**Task brief:**
Lines from the one with "For a GIS import: Dump" up to and including the one with "Map reading. Build" are to be copied exactly from the records below, without their pictures.

**Task data:**
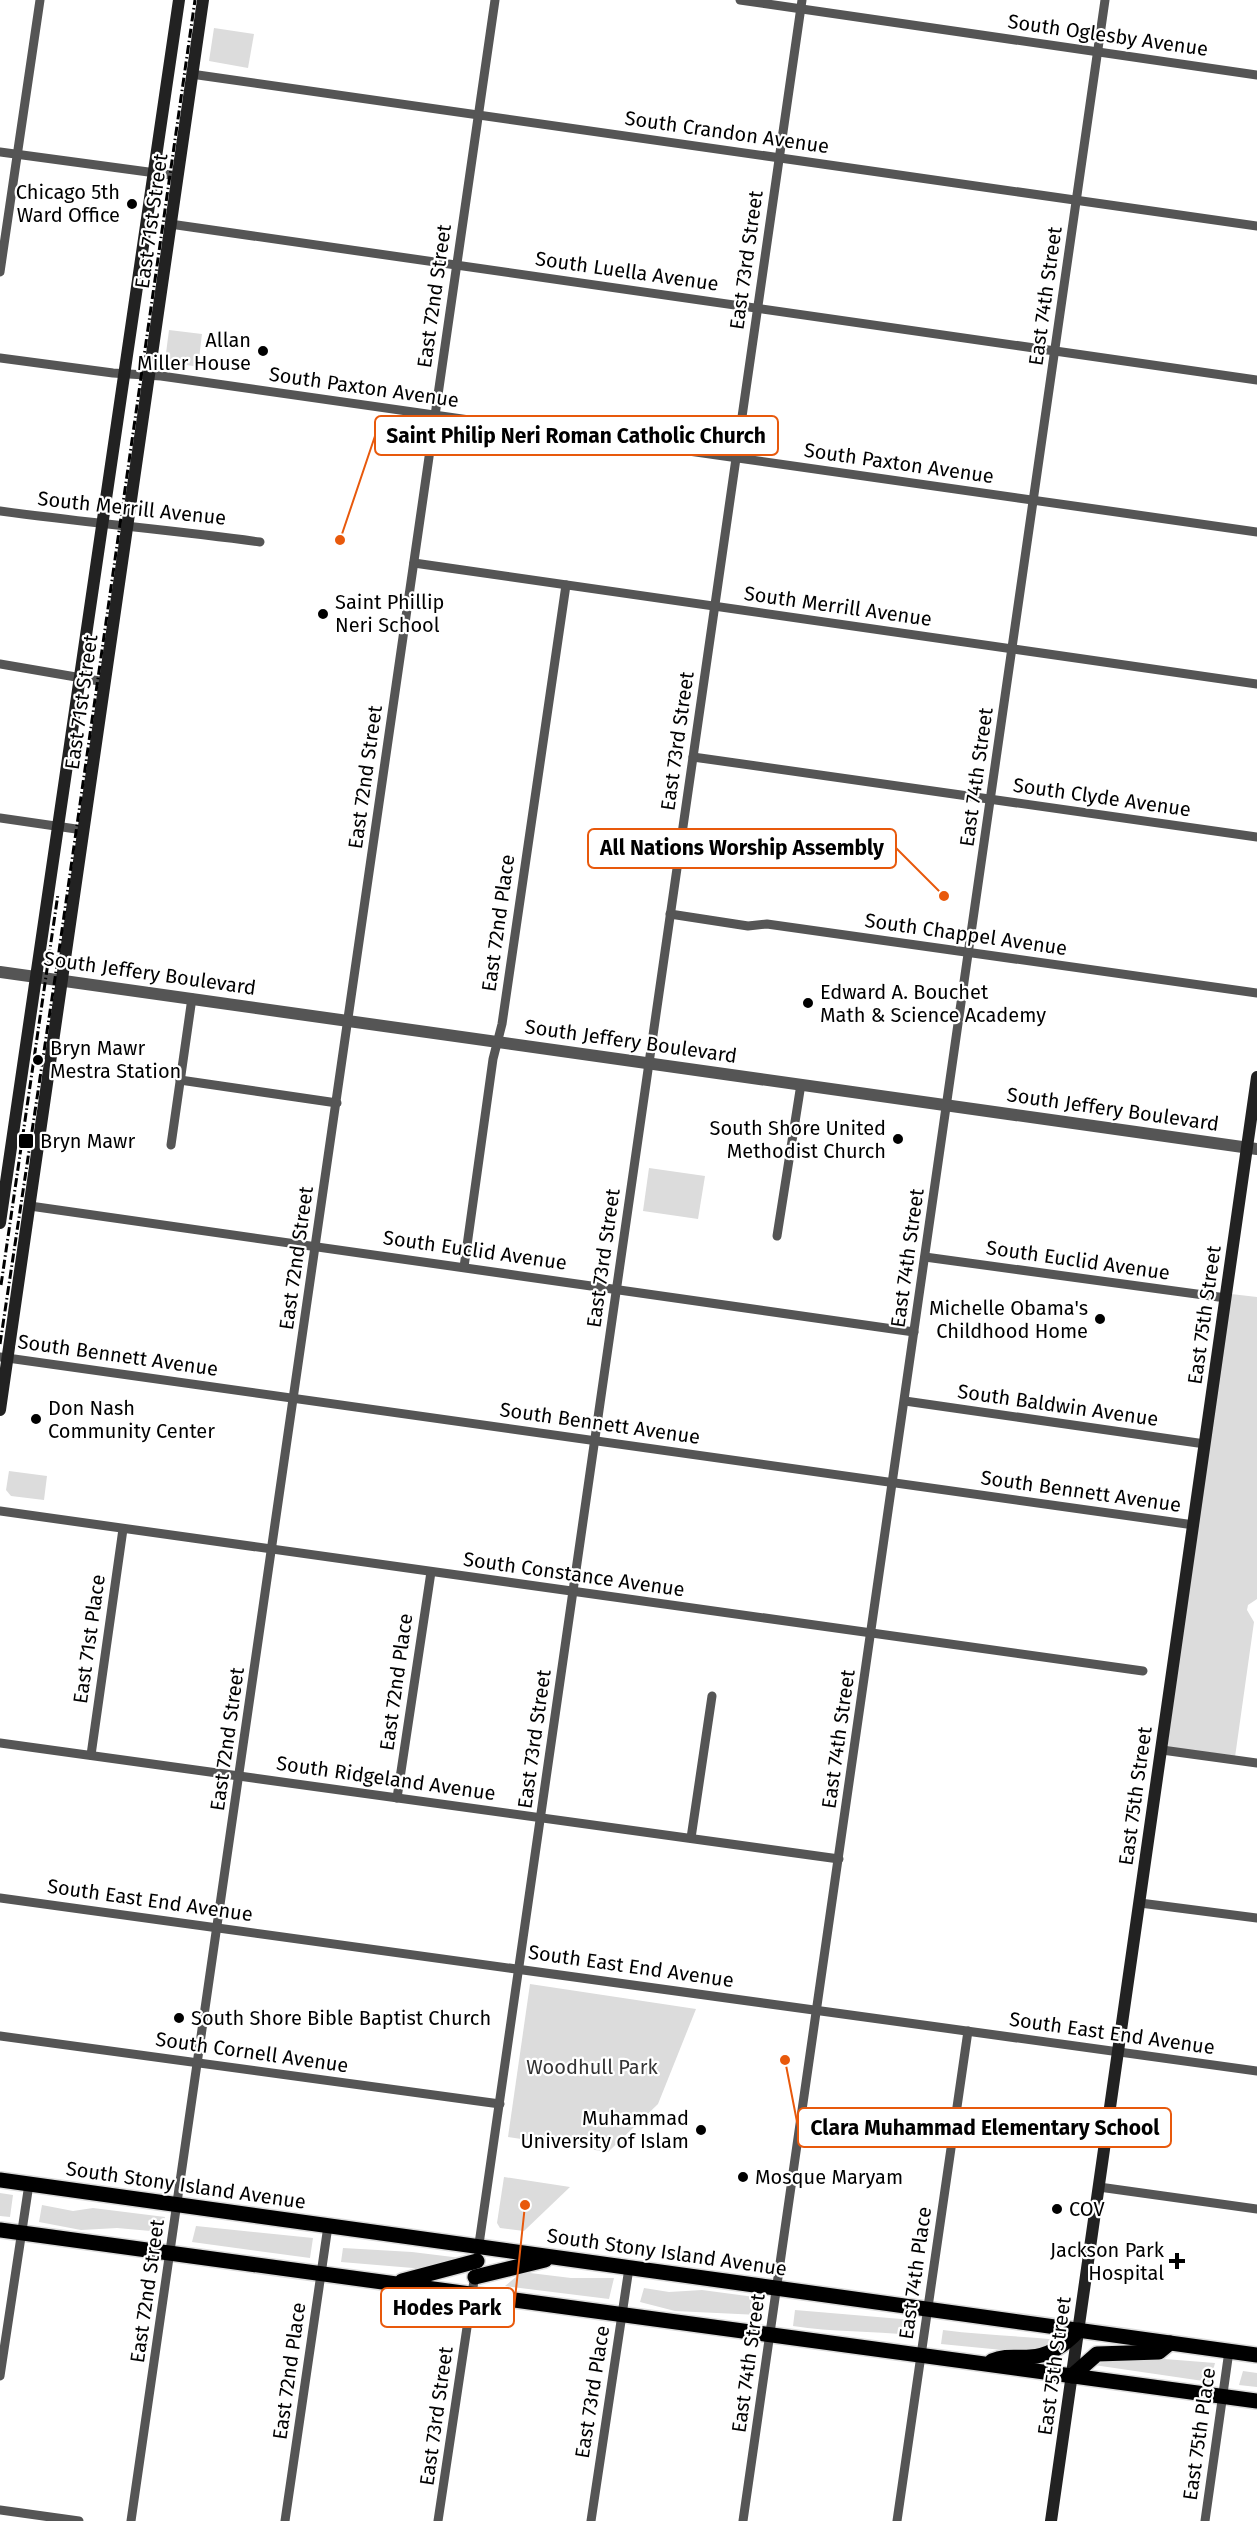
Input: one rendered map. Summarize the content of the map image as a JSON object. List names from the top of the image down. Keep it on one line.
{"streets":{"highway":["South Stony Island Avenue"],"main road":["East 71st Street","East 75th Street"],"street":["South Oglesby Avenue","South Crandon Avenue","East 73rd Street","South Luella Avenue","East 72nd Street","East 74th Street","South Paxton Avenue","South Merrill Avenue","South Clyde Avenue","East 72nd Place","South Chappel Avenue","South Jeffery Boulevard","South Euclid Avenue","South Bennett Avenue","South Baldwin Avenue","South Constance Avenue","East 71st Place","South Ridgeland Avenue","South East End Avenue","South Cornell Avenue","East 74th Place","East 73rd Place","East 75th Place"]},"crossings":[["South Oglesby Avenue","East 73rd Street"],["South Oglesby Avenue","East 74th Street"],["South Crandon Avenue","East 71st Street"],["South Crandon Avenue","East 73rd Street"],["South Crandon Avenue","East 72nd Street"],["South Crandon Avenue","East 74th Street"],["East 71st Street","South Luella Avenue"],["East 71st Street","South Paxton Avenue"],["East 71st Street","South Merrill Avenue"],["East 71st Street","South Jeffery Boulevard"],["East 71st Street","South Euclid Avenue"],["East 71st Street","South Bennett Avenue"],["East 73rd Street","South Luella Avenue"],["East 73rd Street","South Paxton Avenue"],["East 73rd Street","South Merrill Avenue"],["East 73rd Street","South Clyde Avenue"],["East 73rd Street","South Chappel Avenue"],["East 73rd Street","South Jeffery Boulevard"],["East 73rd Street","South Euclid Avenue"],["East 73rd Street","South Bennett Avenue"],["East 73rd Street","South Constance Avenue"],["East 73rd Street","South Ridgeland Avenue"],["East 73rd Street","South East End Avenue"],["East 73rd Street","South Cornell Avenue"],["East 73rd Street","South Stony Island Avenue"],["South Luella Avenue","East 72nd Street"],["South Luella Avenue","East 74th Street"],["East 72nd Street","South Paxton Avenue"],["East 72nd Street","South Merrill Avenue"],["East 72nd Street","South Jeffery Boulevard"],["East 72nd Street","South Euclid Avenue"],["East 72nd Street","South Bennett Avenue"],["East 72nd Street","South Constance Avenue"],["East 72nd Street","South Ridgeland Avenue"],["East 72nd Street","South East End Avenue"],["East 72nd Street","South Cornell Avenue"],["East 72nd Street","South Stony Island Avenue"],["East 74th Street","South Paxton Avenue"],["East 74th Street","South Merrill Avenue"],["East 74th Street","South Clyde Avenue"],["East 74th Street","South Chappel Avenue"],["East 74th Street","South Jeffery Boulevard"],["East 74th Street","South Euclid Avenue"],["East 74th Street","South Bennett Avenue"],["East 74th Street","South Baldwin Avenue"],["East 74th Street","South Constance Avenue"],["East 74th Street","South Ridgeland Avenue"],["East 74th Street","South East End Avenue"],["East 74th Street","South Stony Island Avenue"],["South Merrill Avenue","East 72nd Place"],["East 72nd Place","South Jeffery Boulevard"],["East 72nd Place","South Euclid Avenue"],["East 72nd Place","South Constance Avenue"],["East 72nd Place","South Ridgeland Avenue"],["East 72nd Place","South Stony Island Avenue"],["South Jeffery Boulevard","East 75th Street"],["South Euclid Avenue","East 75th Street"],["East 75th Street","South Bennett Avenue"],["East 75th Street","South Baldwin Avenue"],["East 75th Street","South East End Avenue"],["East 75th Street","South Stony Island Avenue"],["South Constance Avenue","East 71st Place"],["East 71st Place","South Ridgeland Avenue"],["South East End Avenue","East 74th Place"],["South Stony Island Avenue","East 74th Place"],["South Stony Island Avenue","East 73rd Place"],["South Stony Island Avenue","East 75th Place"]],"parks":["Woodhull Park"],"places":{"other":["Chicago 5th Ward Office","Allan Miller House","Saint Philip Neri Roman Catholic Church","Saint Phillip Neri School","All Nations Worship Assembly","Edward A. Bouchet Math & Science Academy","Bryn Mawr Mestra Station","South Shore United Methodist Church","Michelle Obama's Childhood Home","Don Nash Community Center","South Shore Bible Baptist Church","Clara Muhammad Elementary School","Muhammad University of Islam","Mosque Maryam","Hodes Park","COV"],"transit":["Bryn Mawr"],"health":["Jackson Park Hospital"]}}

...

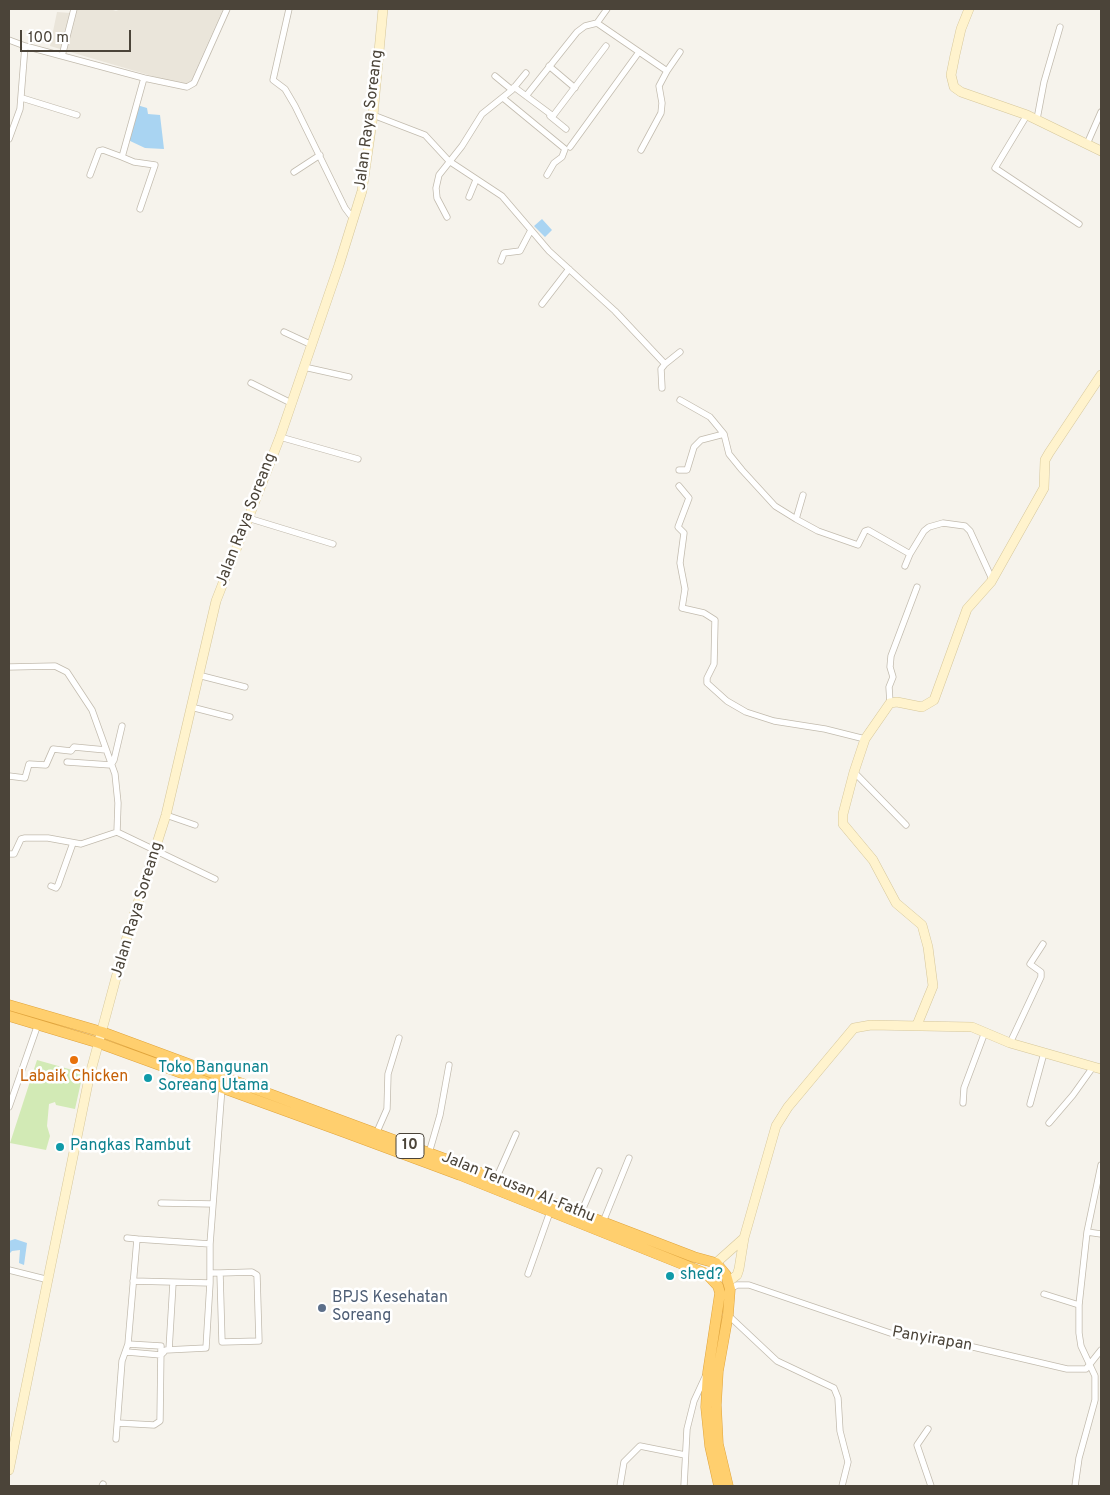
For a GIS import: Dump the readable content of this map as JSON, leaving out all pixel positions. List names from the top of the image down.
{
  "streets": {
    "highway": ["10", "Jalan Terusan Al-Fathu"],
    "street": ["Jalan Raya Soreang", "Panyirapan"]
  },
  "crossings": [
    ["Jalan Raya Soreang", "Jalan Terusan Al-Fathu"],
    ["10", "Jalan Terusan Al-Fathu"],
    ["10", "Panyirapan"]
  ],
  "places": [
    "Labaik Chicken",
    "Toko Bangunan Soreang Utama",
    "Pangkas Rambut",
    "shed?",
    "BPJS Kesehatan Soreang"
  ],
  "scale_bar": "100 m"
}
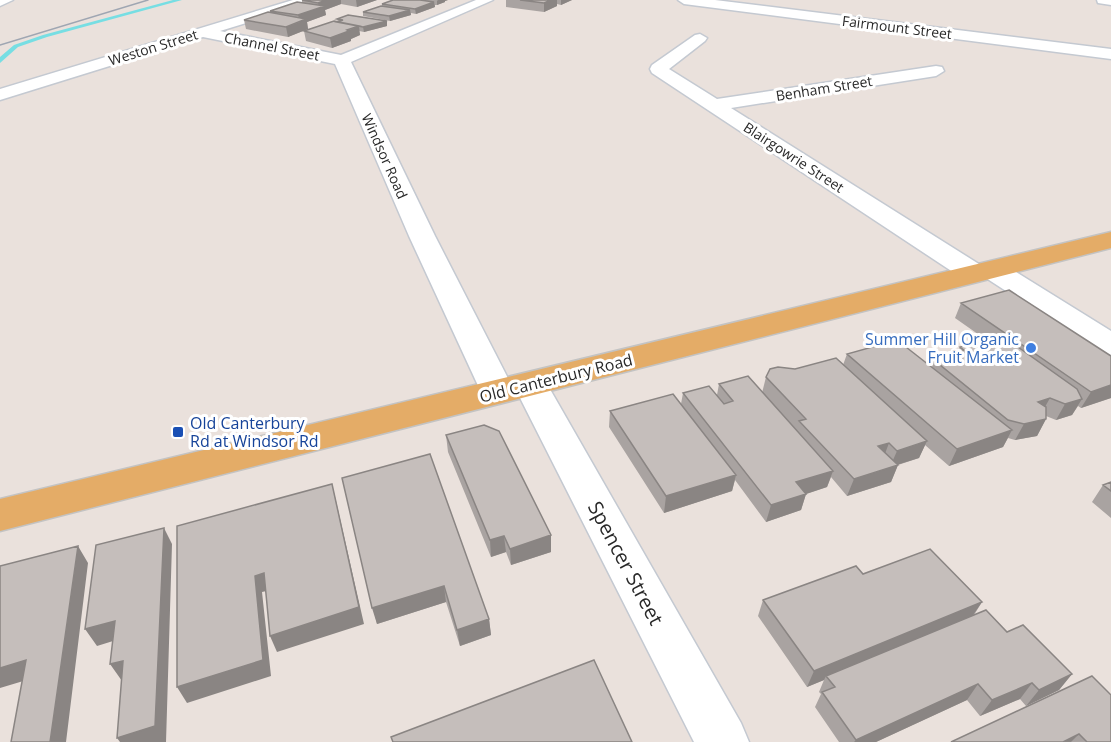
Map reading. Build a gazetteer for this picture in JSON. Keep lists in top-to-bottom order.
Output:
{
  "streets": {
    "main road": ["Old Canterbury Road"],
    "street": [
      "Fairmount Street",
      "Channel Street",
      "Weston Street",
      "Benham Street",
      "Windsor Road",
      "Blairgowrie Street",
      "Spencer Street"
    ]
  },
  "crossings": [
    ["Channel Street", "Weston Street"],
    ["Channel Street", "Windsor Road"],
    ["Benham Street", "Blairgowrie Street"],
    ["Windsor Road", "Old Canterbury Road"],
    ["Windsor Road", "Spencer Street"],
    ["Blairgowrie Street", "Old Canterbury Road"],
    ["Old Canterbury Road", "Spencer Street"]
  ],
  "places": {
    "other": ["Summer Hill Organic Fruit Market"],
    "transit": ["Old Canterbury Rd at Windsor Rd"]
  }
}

**Answer to this exercise:**
For a GIS import: Dump the readable content of this map as JSON, leaving out all pixel positions. List names from the top of the image down.
{
  "streets": {
    "highway": ["10", "Jalan Terusan Al-Fathu"],
    "street": ["Jalan Raya Soreang", "Panyirapan"]
  },
  "crossings": [
    ["Jalan Raya Soreang", "Jalan Terusan Al-Fathu"],
    ["10", "Jalan Terusan Al-Fathu"],
    ["10", "Panyirapan"]
  ],
  "places": [
    "Labaik Chicken",
    "Toko Bangunan Soreang Utama",
    "Pangkas Rambut",
    "shed?",
    "BPJS Kesehatan Soreang"
  ],
  "scale_bar": "100 m"
}
Map reading. Build a gazetteer for this picture in JSON. Keep lists in top-to-bottom order.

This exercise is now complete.